Most software today is very much like an Egyptian pyramid with millions of bricks piled on top of each other,... — Alan Kay
Most software today is very much like an Egyptian pyramid with millions of bricks piled on top of each other, with no structural integrity, but just done by brute force and thousands of slaves.
Author: Alan Kay
Insight: We often think of complex software as a sign of progress—the more features, the more impressive. But Kay's pyramid metaphor points to something uncomfortable: a lot of what we call sophisticated tech is actually just accumulated cruft, held together by sheer effort rather than clever thinking. A website that takes five seconds to load, an app that crashes occasionally, a system where nobody quite understands how everything connects—these aren't rare edge cases.
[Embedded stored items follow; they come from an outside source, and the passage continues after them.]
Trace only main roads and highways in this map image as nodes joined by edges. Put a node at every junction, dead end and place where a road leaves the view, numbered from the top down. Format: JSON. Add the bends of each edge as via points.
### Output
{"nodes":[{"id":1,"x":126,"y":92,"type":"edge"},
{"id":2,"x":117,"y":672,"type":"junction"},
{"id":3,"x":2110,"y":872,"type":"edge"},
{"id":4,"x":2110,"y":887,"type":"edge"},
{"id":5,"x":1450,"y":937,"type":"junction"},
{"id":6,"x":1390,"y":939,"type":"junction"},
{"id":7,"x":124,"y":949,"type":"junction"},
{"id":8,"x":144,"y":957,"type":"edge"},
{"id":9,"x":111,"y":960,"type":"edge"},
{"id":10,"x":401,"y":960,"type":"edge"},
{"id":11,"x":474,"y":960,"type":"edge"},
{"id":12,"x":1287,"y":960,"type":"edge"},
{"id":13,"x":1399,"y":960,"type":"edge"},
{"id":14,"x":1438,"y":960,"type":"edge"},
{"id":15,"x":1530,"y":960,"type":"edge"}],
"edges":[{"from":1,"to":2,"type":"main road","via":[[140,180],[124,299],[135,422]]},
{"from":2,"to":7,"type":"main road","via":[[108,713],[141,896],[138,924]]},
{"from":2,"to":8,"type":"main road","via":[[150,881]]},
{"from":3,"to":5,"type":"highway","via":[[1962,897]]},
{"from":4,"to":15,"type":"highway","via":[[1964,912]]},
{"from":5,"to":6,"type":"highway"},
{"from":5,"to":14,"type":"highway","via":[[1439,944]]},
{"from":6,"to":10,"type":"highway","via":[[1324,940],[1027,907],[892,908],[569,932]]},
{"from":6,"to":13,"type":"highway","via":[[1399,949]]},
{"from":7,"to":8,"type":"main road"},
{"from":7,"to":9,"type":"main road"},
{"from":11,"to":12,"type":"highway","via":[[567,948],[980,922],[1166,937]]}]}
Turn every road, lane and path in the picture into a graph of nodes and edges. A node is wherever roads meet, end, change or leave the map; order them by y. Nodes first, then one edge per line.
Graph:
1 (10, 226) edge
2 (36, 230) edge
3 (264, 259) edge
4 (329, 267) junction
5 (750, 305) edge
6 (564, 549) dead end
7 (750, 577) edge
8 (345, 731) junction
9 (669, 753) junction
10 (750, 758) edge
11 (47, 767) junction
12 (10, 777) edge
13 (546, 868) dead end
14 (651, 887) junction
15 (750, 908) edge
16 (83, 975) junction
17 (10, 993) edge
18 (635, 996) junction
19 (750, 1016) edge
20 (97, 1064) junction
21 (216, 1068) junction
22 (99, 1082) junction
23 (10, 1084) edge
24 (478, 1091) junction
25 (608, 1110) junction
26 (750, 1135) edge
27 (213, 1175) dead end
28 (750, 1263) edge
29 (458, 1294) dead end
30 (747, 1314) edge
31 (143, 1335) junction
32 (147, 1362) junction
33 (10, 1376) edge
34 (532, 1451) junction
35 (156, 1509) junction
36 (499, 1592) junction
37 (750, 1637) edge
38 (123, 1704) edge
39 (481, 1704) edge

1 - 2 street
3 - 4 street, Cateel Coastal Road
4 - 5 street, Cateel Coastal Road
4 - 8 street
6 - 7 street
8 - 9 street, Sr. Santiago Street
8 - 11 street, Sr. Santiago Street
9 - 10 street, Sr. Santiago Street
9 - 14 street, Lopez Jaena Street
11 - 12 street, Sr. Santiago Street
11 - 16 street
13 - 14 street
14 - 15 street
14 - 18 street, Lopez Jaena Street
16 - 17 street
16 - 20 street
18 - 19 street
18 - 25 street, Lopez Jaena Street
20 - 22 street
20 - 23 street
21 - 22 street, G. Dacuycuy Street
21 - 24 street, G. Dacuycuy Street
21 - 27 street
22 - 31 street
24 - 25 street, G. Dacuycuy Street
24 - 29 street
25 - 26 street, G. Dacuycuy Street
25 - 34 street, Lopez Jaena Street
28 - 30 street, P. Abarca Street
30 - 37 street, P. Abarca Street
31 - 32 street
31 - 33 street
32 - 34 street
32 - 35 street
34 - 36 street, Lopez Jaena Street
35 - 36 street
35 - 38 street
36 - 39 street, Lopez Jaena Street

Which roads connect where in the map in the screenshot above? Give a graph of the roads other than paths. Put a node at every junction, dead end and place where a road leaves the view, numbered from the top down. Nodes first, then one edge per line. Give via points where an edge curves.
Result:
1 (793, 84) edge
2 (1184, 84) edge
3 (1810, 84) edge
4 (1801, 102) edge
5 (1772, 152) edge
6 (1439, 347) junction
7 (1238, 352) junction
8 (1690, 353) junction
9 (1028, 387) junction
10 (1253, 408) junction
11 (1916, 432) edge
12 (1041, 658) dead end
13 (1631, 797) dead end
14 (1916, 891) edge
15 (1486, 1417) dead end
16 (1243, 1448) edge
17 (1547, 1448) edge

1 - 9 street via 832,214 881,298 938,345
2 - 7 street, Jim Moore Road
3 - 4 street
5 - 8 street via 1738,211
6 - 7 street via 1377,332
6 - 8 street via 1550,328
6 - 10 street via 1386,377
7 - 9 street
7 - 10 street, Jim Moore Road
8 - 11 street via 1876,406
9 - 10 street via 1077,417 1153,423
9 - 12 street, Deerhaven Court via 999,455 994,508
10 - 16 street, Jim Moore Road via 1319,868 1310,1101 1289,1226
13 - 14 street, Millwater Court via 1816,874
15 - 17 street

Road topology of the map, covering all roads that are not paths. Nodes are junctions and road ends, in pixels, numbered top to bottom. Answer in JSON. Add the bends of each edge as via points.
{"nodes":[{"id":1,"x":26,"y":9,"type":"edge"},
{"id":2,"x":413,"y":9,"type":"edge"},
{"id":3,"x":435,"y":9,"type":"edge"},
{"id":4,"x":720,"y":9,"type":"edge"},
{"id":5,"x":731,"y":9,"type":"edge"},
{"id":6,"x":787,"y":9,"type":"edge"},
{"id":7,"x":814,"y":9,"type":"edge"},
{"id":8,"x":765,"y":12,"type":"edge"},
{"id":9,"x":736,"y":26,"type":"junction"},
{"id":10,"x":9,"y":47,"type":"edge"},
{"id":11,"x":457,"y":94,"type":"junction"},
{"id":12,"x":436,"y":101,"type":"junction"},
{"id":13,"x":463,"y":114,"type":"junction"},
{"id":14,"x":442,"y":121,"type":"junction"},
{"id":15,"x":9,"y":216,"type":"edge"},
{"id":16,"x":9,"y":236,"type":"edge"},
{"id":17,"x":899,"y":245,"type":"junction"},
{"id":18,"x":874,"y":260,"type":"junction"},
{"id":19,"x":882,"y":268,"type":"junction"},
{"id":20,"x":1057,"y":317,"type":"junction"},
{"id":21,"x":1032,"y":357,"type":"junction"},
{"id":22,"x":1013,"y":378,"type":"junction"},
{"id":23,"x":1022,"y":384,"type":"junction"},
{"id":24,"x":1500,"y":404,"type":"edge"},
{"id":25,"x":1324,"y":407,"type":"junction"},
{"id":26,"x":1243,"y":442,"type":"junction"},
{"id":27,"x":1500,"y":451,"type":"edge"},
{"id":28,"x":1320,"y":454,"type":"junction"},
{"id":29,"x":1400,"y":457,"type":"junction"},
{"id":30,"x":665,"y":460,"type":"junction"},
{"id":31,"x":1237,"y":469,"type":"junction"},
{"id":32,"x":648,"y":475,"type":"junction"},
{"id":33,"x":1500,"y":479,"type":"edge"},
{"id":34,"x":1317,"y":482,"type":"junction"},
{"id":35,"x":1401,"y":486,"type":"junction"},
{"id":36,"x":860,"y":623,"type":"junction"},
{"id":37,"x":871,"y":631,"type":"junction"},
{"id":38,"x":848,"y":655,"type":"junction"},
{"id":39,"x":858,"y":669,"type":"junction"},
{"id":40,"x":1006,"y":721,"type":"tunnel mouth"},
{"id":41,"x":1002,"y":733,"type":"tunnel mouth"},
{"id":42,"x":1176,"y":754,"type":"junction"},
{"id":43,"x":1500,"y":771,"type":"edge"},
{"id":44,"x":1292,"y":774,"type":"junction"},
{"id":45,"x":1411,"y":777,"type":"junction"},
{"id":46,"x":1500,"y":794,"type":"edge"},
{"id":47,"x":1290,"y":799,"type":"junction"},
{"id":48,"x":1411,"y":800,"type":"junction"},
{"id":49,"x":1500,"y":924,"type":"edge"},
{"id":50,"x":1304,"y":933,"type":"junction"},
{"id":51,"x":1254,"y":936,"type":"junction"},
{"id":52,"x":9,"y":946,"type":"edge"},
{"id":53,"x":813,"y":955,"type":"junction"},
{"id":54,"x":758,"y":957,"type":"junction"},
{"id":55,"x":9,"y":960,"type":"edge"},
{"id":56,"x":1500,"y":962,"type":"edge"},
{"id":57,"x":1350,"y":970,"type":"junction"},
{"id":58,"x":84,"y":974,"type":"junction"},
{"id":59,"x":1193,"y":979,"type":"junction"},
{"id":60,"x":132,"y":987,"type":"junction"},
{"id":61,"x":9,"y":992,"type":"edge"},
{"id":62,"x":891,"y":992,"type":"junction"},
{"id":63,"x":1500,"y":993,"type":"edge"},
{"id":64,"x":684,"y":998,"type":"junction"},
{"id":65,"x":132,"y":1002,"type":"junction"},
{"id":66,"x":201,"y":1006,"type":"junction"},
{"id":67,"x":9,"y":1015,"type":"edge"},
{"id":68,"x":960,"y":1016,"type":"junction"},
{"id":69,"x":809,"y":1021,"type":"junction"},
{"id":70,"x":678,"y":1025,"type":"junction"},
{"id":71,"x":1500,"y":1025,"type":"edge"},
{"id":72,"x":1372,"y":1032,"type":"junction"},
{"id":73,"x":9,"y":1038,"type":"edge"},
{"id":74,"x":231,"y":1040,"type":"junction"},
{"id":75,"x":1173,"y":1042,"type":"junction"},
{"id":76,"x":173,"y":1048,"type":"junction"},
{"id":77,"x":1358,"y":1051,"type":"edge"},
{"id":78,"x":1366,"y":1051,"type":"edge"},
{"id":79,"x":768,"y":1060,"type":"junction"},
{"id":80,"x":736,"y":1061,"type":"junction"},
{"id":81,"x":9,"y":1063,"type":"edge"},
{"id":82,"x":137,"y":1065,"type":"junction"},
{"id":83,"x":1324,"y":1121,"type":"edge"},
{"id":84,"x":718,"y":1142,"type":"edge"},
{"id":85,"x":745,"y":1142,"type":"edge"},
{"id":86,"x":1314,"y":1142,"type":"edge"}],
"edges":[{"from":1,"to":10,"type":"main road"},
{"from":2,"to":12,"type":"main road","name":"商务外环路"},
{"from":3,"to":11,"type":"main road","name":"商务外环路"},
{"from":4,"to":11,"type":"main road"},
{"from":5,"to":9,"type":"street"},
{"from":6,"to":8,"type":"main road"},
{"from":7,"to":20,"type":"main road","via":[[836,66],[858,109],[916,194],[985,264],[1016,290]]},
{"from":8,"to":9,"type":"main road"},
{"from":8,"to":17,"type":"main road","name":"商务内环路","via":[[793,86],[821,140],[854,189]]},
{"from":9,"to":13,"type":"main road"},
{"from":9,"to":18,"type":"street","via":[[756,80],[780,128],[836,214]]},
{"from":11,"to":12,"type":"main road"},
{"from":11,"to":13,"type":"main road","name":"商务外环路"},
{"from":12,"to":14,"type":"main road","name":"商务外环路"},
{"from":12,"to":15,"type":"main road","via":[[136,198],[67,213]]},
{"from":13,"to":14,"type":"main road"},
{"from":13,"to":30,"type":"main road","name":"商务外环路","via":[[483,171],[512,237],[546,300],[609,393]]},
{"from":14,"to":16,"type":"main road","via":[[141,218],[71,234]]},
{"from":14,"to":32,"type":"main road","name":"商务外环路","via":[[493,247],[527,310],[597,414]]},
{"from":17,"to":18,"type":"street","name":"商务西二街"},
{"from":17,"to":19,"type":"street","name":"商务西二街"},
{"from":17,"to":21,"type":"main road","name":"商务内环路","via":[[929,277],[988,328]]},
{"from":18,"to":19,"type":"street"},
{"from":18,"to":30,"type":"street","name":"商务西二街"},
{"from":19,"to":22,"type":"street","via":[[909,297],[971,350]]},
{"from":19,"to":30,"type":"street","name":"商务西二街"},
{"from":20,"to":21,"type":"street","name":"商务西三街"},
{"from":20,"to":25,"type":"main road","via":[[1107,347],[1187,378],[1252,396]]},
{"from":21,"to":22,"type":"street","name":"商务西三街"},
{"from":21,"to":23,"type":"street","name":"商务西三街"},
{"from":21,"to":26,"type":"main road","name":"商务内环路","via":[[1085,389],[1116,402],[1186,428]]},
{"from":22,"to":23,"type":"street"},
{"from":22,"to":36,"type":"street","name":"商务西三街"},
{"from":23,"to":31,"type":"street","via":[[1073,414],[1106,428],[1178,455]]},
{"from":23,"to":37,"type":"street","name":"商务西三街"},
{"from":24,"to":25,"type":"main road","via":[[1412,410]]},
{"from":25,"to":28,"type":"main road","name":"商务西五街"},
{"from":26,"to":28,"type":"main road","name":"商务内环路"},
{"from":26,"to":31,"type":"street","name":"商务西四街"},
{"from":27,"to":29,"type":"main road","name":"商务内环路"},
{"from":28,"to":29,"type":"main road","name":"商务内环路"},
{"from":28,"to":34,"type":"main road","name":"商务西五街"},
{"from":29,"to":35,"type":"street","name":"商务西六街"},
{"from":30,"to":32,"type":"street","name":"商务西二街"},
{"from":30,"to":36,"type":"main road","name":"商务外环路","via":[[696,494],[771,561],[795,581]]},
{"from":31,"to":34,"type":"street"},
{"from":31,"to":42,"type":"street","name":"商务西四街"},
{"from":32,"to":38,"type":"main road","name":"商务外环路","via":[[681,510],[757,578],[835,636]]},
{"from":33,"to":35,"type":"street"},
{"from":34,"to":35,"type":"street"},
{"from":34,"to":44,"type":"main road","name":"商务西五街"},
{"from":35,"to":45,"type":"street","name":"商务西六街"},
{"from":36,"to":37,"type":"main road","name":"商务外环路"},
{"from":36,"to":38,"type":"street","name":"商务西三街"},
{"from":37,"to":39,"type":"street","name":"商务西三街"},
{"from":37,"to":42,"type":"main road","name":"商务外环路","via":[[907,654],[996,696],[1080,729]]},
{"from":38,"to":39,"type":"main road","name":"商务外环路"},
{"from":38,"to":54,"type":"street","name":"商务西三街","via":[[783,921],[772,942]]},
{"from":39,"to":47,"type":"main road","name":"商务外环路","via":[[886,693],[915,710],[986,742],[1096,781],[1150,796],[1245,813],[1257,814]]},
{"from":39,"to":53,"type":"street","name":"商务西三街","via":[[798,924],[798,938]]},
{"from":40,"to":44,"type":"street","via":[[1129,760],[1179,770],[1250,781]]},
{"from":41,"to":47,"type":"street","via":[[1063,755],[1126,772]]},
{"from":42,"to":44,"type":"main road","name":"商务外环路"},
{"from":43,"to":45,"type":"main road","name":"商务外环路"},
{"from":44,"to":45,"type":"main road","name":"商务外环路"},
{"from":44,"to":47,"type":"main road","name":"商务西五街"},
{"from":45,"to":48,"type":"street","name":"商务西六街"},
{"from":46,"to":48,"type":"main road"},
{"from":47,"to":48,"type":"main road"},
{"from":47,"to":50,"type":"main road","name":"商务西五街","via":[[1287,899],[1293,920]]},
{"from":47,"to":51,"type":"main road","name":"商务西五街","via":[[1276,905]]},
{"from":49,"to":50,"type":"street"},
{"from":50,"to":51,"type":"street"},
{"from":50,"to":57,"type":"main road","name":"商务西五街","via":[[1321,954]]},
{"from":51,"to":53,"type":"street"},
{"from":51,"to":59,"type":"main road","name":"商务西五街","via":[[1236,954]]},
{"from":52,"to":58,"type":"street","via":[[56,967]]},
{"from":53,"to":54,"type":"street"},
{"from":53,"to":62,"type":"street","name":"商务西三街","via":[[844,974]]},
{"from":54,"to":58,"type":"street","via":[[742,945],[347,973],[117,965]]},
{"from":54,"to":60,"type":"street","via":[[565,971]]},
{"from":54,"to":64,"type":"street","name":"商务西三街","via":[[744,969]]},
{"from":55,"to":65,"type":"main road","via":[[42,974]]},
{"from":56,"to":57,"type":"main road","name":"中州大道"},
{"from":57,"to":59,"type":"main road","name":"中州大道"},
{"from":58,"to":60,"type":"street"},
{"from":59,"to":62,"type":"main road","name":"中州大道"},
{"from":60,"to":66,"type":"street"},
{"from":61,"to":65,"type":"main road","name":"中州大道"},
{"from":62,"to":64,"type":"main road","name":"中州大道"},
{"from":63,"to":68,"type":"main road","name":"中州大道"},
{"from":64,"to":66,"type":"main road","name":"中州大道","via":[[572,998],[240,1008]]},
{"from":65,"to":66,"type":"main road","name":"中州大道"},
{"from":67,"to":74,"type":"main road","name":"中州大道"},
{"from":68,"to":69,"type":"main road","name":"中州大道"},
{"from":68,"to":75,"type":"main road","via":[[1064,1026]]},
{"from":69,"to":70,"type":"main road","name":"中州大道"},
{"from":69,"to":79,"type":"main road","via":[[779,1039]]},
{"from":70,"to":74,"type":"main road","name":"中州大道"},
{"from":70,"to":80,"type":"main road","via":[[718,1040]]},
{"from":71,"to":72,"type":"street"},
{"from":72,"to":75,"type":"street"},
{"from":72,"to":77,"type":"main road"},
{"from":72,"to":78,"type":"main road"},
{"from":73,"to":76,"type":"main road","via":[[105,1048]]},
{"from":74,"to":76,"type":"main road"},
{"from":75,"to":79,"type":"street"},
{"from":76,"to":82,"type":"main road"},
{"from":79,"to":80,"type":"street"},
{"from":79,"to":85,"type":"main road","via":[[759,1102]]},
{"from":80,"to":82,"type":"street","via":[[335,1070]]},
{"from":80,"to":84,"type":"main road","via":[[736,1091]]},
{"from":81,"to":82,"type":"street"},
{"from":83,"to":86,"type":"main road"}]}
They're normal. The real insight here isn't about programmers being lazy. It's that when we build through pure force—adding features, patching problems, hiring more people to maintain the mess—we're treating symptoms, not causes. The result works, technically, but it's fragile. Change one brick and something else cracks. This applies beyond software too: organizations, institutions, even our own lives can end up as pyramids. We maintain complicated systems through sheer willpower because fundamentally rethinking them feels too risky or expensive. What makes this quote sting is that the alternative—elegant, structural integrity—requires stopping to think. It means saying no to quick fixes. In a world that rewards speed and visible output, that's genuinely hard.